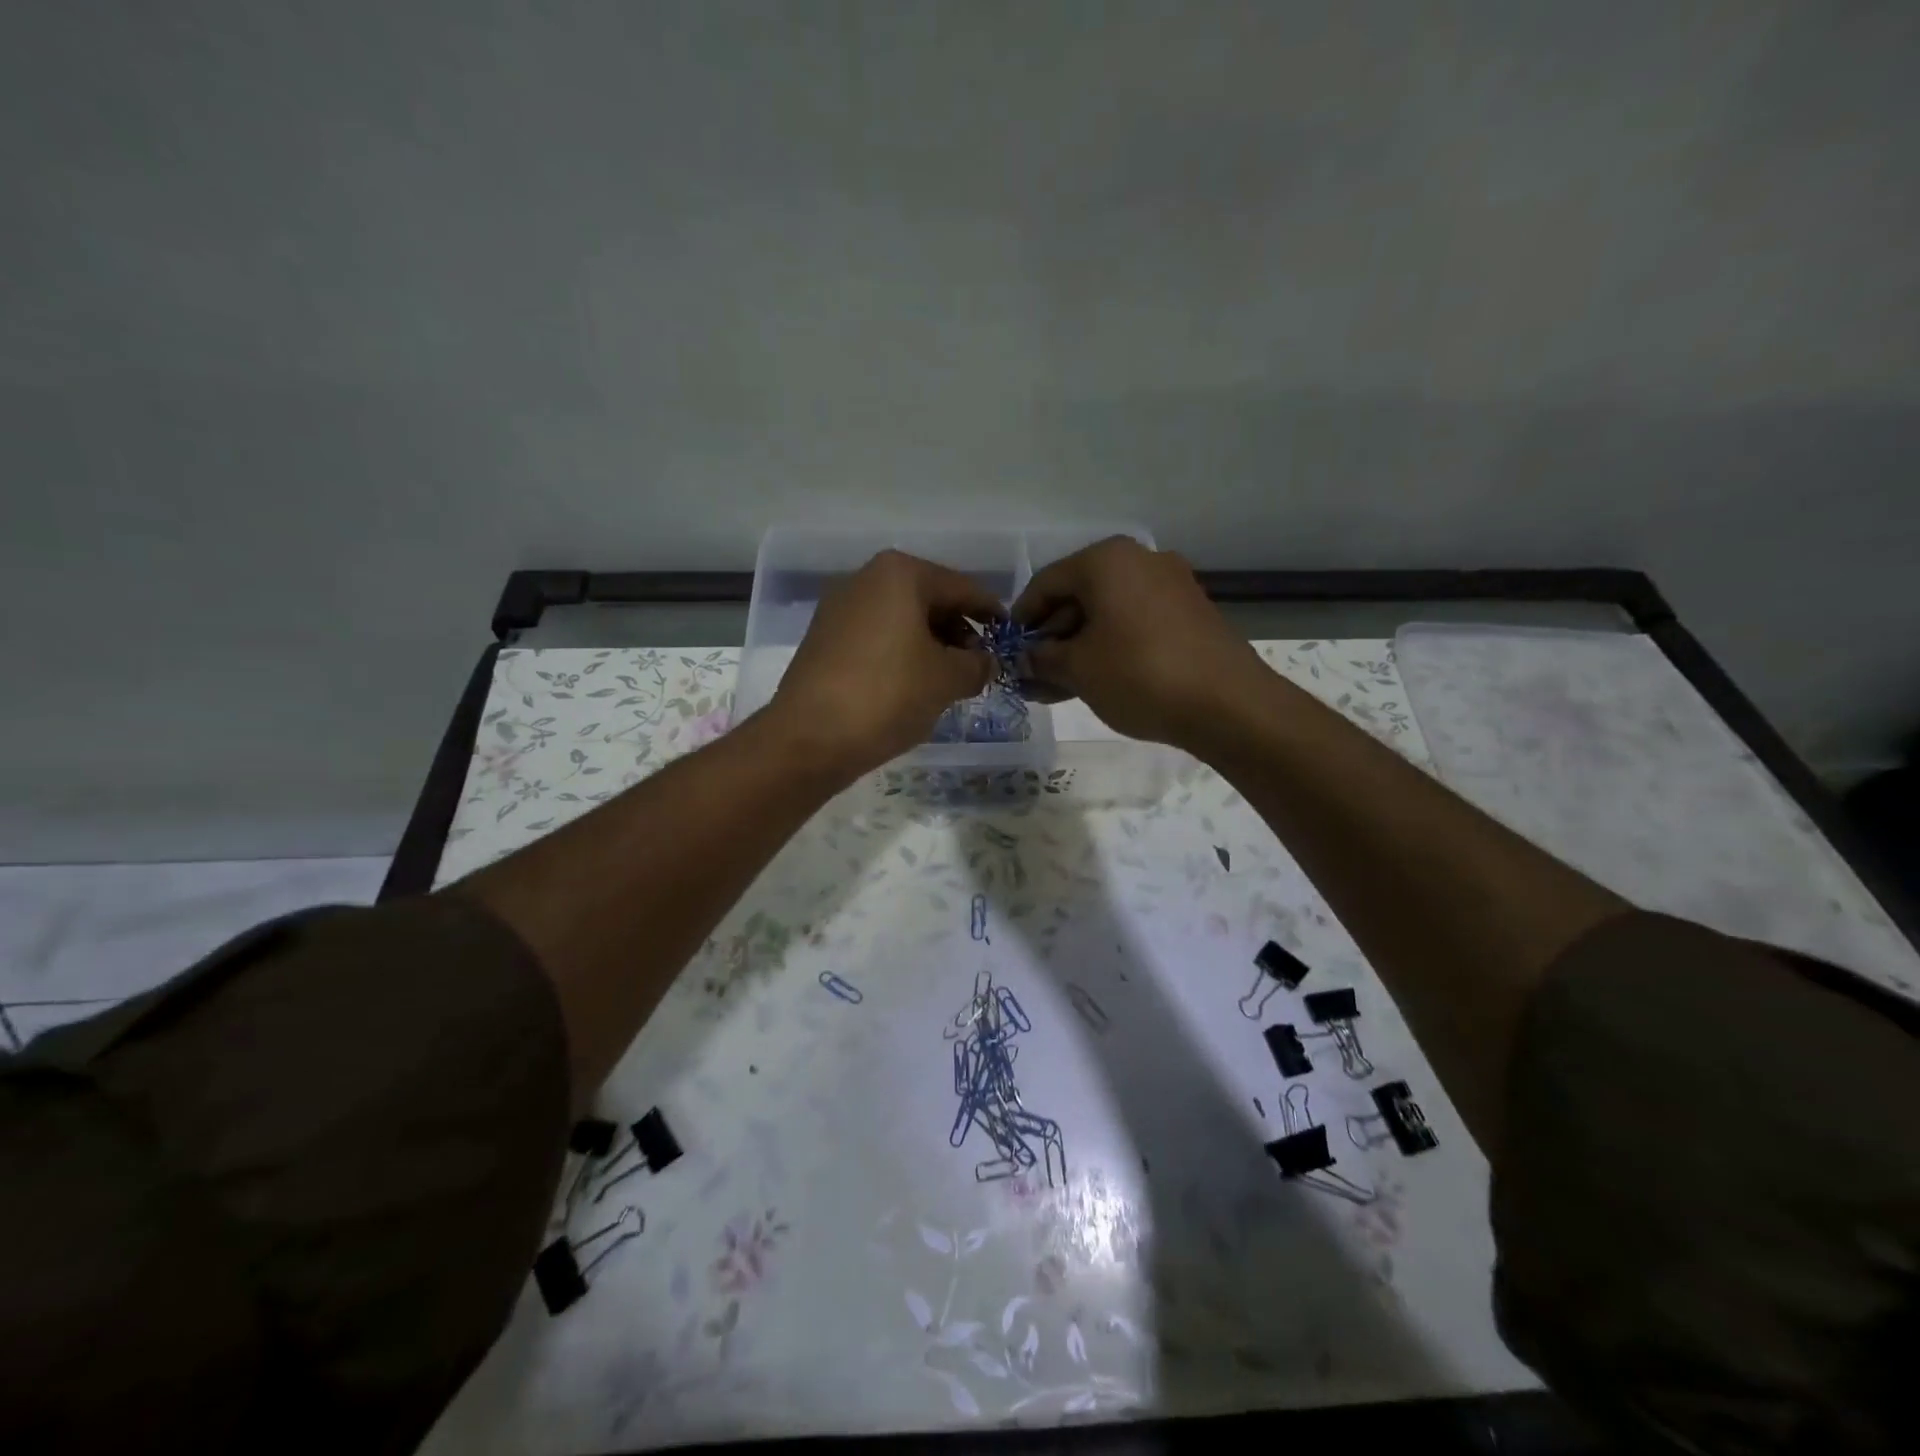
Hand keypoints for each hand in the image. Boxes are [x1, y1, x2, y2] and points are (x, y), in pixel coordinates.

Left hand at [768, 550, 999, 778]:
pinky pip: (877, 637)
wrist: (809, 737)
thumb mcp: (947, 680)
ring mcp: (839, 609)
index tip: (1009, 635)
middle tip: (978, 664)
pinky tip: (912, 684)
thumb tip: (987, 663)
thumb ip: (977, 665)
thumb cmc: (888, 695)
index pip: (961, 588)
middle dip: (958, 630)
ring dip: (930, 644)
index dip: (990, 613)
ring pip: (901, 619)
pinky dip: (901, 653)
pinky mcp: (823, 639)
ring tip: (948, 679)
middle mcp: (866, 579)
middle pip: (928, 599)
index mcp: (900, 574)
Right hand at [1012, 536, 1265, 748]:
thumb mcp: (1078, 669)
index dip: (1022, 619)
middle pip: (1078, 595)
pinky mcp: (1190, 613)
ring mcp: (1170, 585)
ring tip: (1059, 687)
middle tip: (1034, 675)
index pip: (1046, 583)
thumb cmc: (1139, 675)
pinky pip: (1135, 623)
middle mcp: (1140, 560)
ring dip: (1079, 647)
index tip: (1010, 652)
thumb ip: (1042, 660)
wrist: (1228, 704)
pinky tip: (1097, 680)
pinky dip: (1110, 647)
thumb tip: (1025, 661)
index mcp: (1106, 560)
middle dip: (1052, 637)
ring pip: (1107, 613)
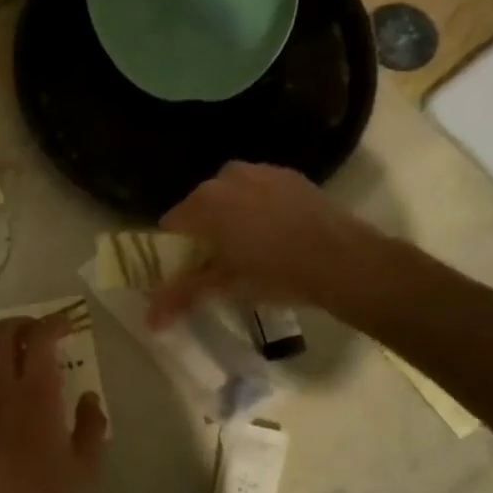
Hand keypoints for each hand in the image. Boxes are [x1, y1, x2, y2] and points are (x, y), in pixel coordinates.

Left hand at [0, 315, 105, 492]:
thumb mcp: (85, 465)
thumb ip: (91, 424)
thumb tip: (88, 398)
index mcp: (37, 393)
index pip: (40, 336)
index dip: (54, 322)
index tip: (67, 325)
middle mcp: (2, 388)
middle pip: (3, 333)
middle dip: (23, 324)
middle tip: (40, 334)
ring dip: (2, 349)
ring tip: (18, 363)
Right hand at [149, 162, 387, 323]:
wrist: (344, 260)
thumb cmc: (277, 274)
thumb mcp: (226, 287)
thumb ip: (182, 296)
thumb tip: (149, 321)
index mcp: (204, 203)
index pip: (171, 226)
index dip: (176, 252)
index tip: (190, 273)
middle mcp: (226, 177)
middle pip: (200, 208)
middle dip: (204, 234)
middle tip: (221, 267)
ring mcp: (260, 171)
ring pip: (231, 197)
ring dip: (232, 219)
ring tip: (251, 252)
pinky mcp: (289, 175)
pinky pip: (259, 192)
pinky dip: (259, 210)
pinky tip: (277, 236)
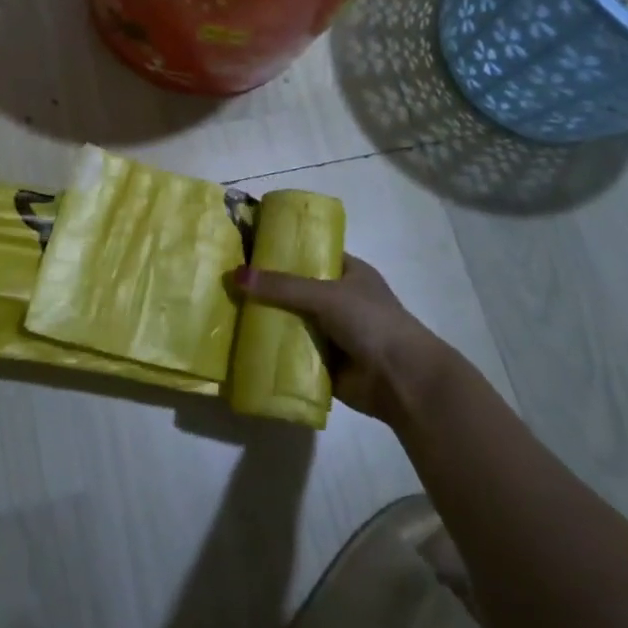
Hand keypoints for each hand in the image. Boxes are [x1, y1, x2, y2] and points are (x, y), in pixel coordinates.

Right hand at [235, 256, 457, 424]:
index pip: (310, 253)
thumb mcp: (325, 294)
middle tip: (227, 281)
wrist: (401, 380)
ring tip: (226, 310)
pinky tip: (241, 344)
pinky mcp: (323, 362)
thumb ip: (282, 286)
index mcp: (348, 272)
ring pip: (291, 320)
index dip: (282, 250)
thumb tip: (235, 276)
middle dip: (267, 287)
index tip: (248, 247)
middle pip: (295, 289)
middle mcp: (339, 299)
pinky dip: (272, 350)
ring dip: (266, 320)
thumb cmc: (371, 322)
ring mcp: (331, 332)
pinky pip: (291, 352)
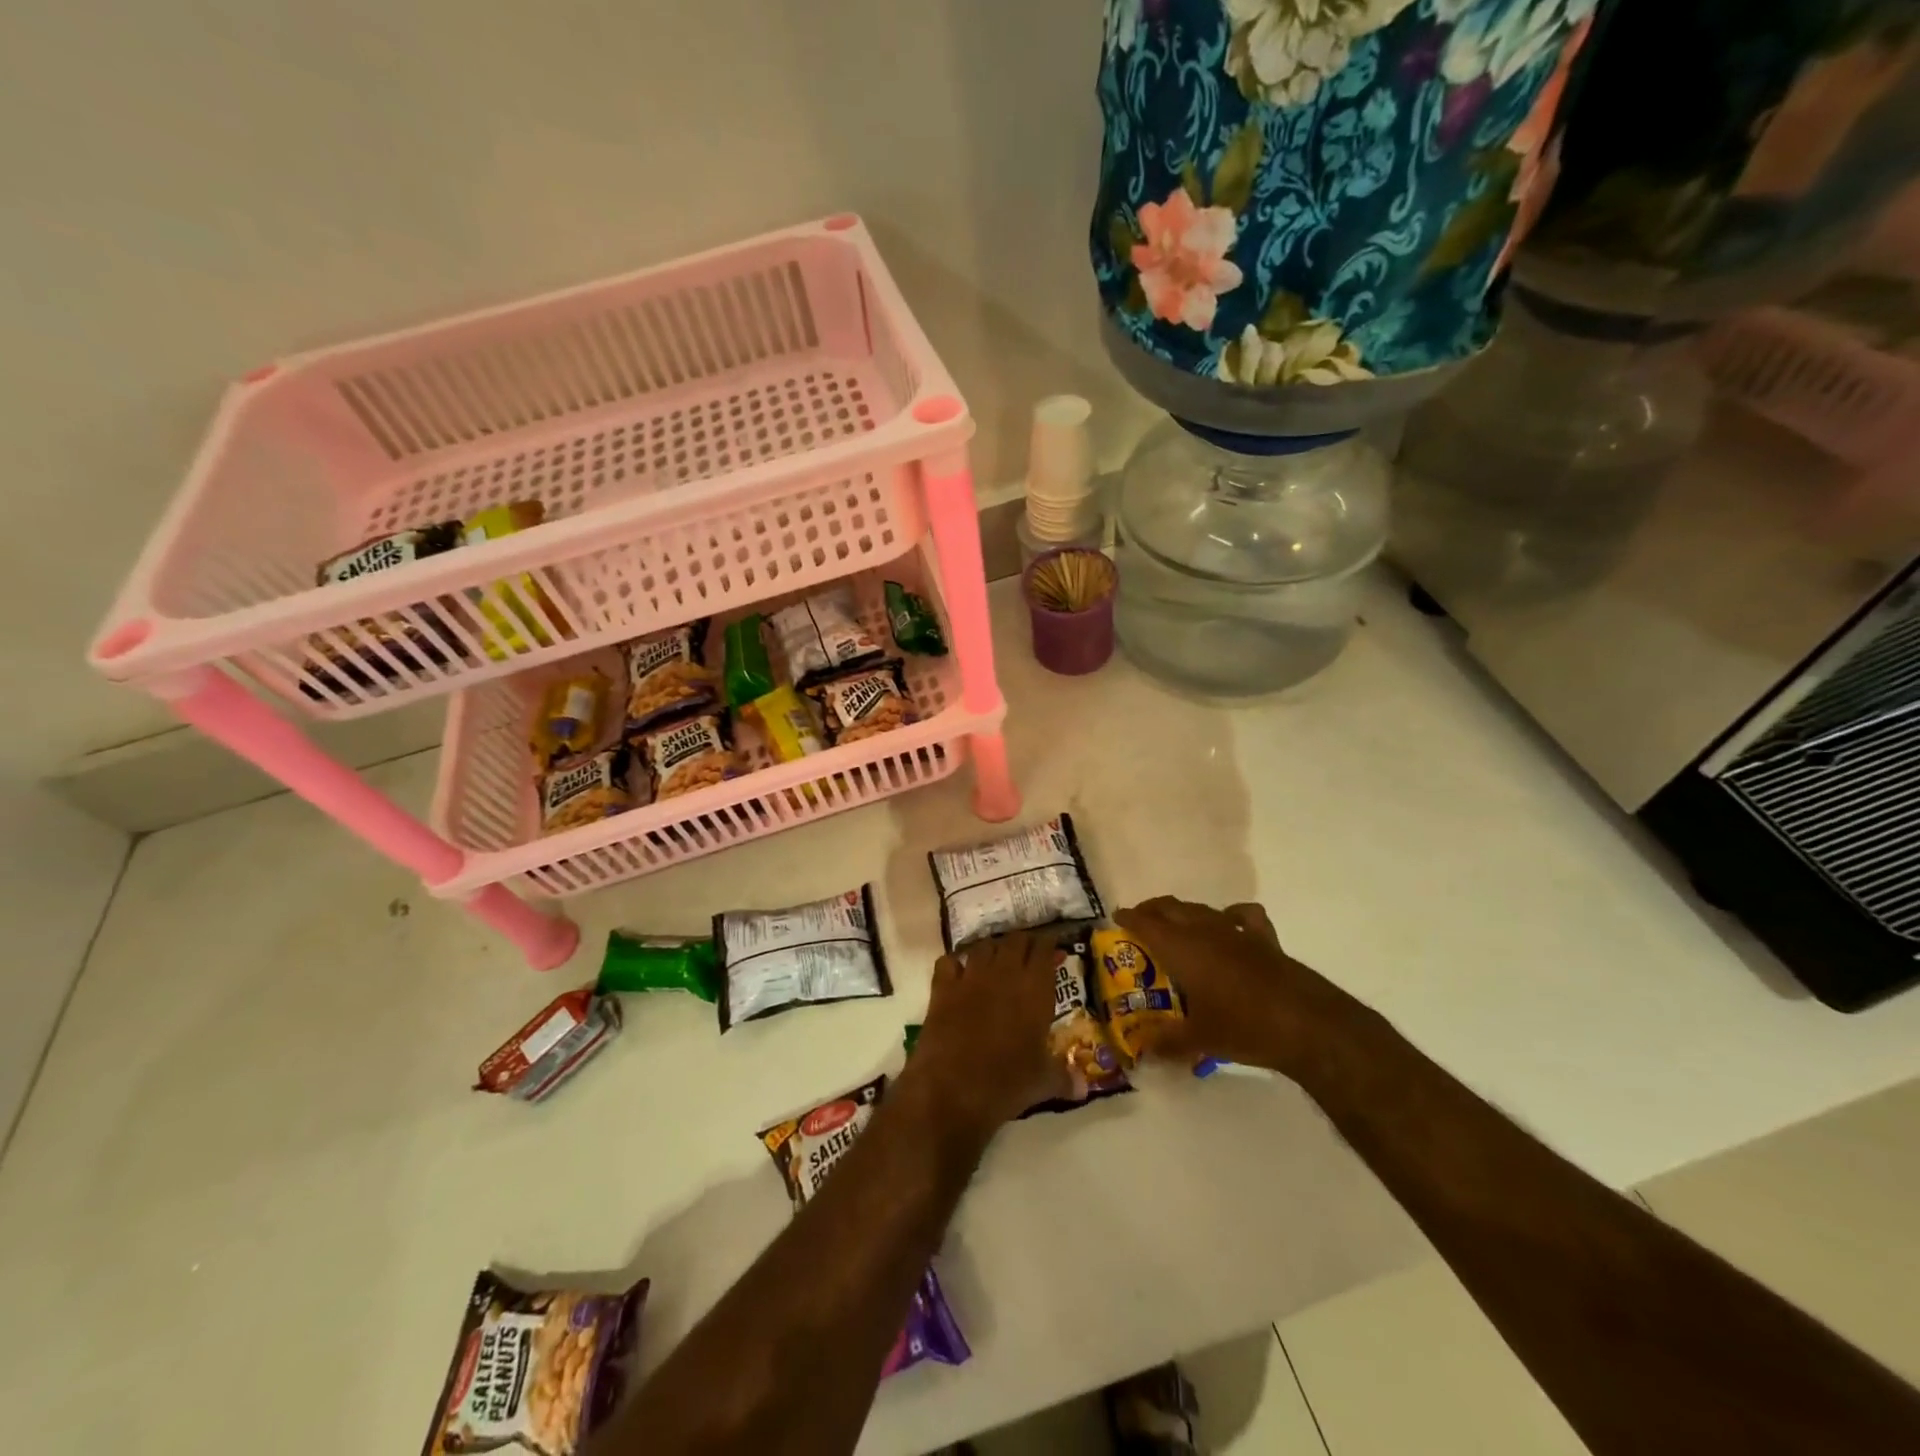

TASK GOAL - The result should be the full material above, word for word, with its pictures omitted.

SOLUTION TO THIS PROBLEM -
Hand keypoints for each hand in the image. Boxes are [x1, y1, x2, y2] and points are (x, y), in pixel coordinates.

Left hand at [768, 550, 999, 778]:
pinky pip: (877, 637)
wrist: (809, 737)
thumb mcp: (947, 680)
ring mcp: (839, 609)
index tip: (1009, 635)
middle tip: (978, 664)
pinky tip: (912, 684)
thumb tip: (987, 663)
thumb ip: (977, 665)
thumb cmc: (888, 695)
index pip: (961, 588)
middle dip: (958, 630)
ring dip: (930, 644)
index dip: (990, 613)
ring pip: (901, 619)
pinky dip: (901, 653)
pinky mcp: (823, 639)
ring tip: (948, 679)
middle mcp: (866, 579)
middle pip: (928, 599)
index mcp: (900, 574)
Right hand at [1012, 536, 1265, 748]:
thumb mcp: (1078, 669)
index dip: (1022, 619)
middle pip: (1078, 595)
pinky mcp: (1190, 613)
ring mcp: (1170, 585)
ring tip: (1059, 687)
middle tip: (1034, 675)
index pip: (1046, 583)
thumb cmc: (1139, 675)
pinky pip: (1135, 623)
middle mcp: (1140, 560)
ring dip: (1079, 647)
index tip: (1010, 652)
thumb ip: (1042, 660)
wrist: (1228, 704)
pinky tip: (1097, 680)
pinky dip: (1110, 647)
thumb tip: (1025, 661)
index mcp: (1106, 560)
middle dip: (1052, 637)
ring pip: (1107, 613)
Hand keypoints for each hand in the image. Boxes are [x1, y1, x2, y2] and points are (x, y), in pixel coordinates.

Left hand at [0, 315, 105, 492]:
thumb mcp: (85, 465)
thumb ip: (91, 424)
thumb tip: (88, 398)
index mcp: (37, 393)
index pip: (40, 336)
index dip: (54, 322)
index tip: (67, 325)
middle mcp: (2, 388)
middle pip: (3, 333)
middle dip: (23, 324)
middle tip: (40, 334)
ring dip: (2, 349)
ring tip: (18, 363)
Right hand at [149, 162, 387, 323]:
wrist: (344, 260)
thumb cmc: (277, 274)
thumb mcp: (226, 287)
thumb ip: (182, 296)
thumb tip: (149, 321)
index mcp: (204, 203)
index pip: (171, 226)
index dip: (176, 252)
index tip: (190, 273)
middle mcp: (226, 177)
middle pip: (200, 208)
middle dip: (204, 234)
middle tip: (221, 267)
ring mcp: (260, 171)
ring pip: (231, 197)
ring dip: (232, 219)
ring tip: (251, 252)
pinky mcp: (289, 175)
pinky pip: (259, 192)
pinky dip: (259, 210)
pinky tip: (277, 236)
Hand keypoints for each hand in the image. Boxes are [x1, y1, x2, y2] and points are (x, y), in pixel coordinates.

Right hand at [235, 256, 457, 424]:
index pip: (310, 253)
thumb mcp: (325, 294)
middle tip: (227, 281)
wrist: (401, 380)
ring tip: (226, 310)
pinky tip: (241, 344)
pinky mcp: (323, 362)
thumb ip: (282, 286)
index mcp: (348, 272)
ring pip: (291, 320)
index dip: (282, 250)
thumb tip: (235, 276)
middle dip: (267, 287)
index tip: (248, 247)
middle pip: (295, 289)
middle mcp: (339, 299)
pinky dip: (272, 350)
ring dip: (266, 320)
thumb cmc: (371, 322)
ring mcp: (331, 332)
pinky pip: (291, 352)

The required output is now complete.